Zio mendekat ke arah Irona, tatapannya teduh, tidak seperti biasanya. Penampilannya juga sangat maskulin, dengan kaus berwarna putih dan di padukan kemeja berwarna hitam yang kancingnya dibiarkan terbuka. Irona tidak berkedip sama sekali, ia takjub dengan penampilan Zio yang tidak seperti biasanya.

"Ada yang mau gue omongin" Zio menatap kedua manik mata Irona

"Ng.. ngomong aja" Irona gugup, ia mengalihkan pandangannya agar tidak salah tingkah karena ditatap seperti itu oleh Zio.

Zio tersenyum, "Gue ini Aksa yang selama ini lo cari"

Irona terkejut, ia berpaling menatap Zio dengan tatapan yang sulit diartikan. "Lo ngomong apa barusan"

"Gue Aksa, temen kecil lo" Zio memegang bahu Irona lembut, ia berusaha meyakinkan Irona.

Irona tersenyum remeh, ia tidak percaya dengan semua ini. Zio sangat berbeda dengan Aksa yang yang ia kenal dulu.

"Na, gue serius" Zio membaca keraguan di mata Irona, ia meraih kedua tangan Irona.

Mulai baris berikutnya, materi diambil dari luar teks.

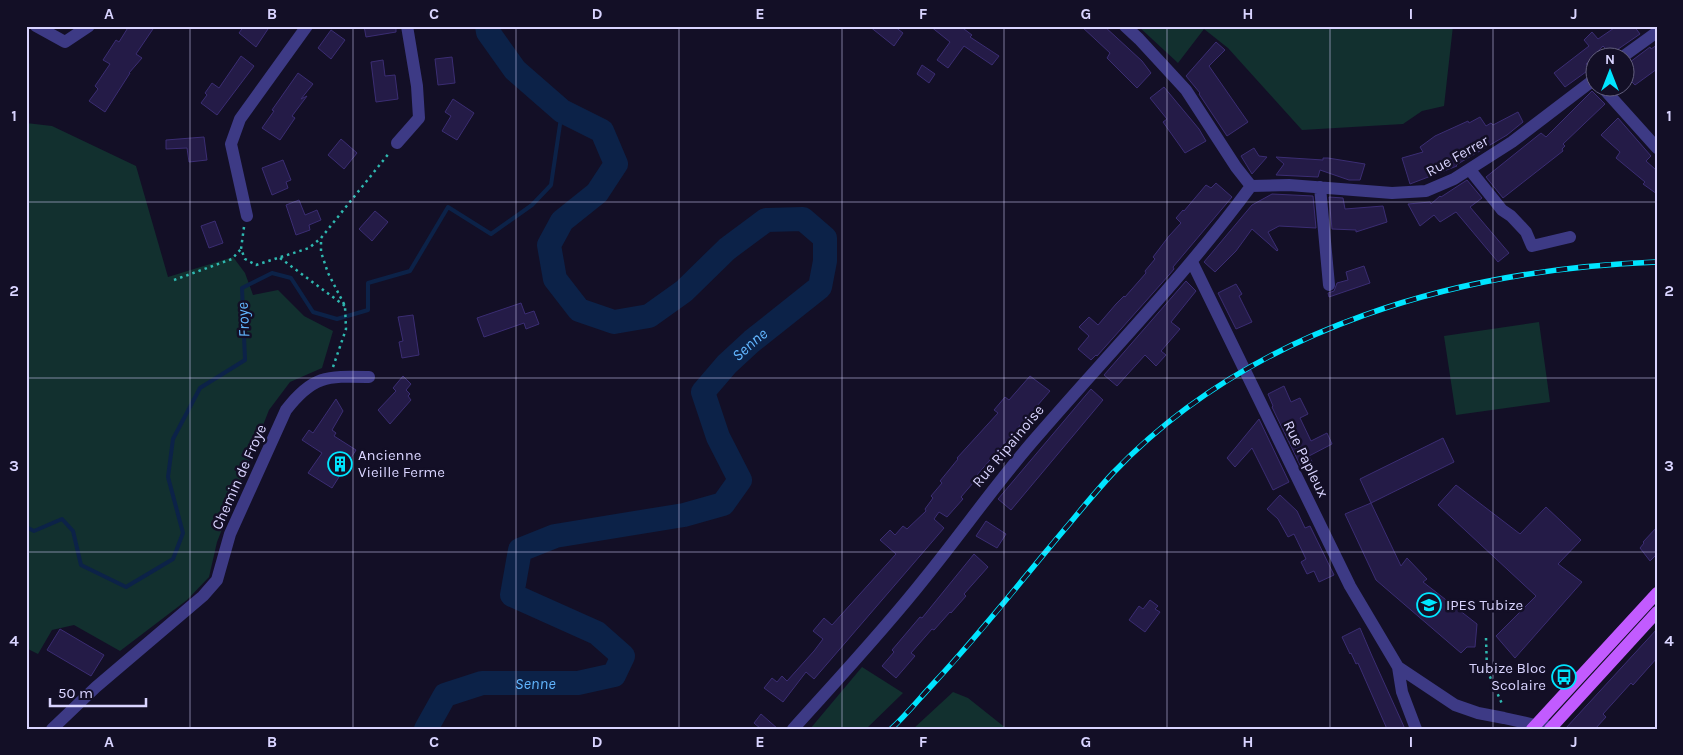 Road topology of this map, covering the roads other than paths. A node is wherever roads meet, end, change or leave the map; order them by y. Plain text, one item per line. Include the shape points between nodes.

"Tapi kenapa lo ngga bilang, hah?!" Irona menaikan nada suaranya, tangisnya pecah, tubuhnya bergetar. Ia tidak percaya dengan jalan yang di gariskan Tuhan.

Dengan sigap Zio memeluk tubuh Irona, ia juga merasakan kerinduan yang selama ini Irona pendam. Ia kira hanya merasa rindu sendirian, tapi salah. Rindu ini terbalasakan.

"Maafin gue, Na. Tapi sekarang gue ada di depan lo. Gue mohon lo jangan nangis" ucapnya sedikit lirih, Zio tidak suka ketika melihat gadisnya menangis.

"Gue kangen lo, Aksa" perlahan Irona membalas pelukan Zio, ia merindukan lelaki ini, sangat rindu.

Zio melepas pelukan mereka, "Lo mau jadi pacar gue?" ucapnya tegas. Irona berusaha mencari kebohongan di kedua mata Zio, namun ia tidak menemukan itu. Spontan Irona mengangguk dan Zio kembali memeluk Irona erat.

***

Benar kata Banda Neira, yang patah tumbuh yang hilang berganti.